WHAT YOU HAVE TO DO
Retype the entries below word for word, leaving out every picture.

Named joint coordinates
----------------------------------------

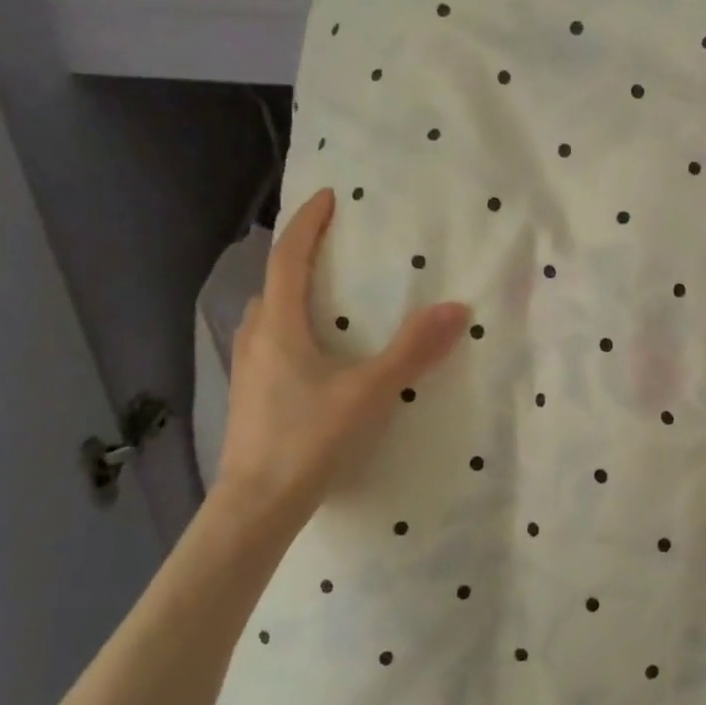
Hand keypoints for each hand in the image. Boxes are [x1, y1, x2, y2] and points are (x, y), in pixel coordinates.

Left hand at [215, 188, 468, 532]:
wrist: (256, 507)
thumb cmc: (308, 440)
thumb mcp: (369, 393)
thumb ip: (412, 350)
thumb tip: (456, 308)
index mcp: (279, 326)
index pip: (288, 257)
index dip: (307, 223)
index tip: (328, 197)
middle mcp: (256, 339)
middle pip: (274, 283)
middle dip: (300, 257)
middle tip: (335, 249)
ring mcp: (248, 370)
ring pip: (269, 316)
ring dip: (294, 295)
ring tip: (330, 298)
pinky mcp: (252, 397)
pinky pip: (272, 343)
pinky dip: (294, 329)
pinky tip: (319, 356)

----------------------------------------

FINAL ANSWER
Hand keypoints for each hand in the image. Boxes are [x1, y1, x2, y2] and points are (x, y), in pixel coordinates.

Left hand at [215, 188, 468, 532]:
wrist: (256, 507)
thumb cmc: (308, 440)
thumb mcp: (369, 393)
thumb ip: (412, 350)
thumb tip: (456, 308)
index mcp: (279, 326)
index pip: (288, 257)
index dip: (307, 223)
index tip: (328, 197)
middle mcp: (256, 339)
middle pip: (274, 283)
middle dip: (300, 257)
middle tip: (335, 249)
ring mcp: (248, 370)
ring pip: (269, 316)
ring dip: (294, 295)
ring tip: (330, 298)
pinky mcp: (252, 397)
pinky pip: (272, 343)
pinky dip: (294, 329)
pinky tip: (319, 356)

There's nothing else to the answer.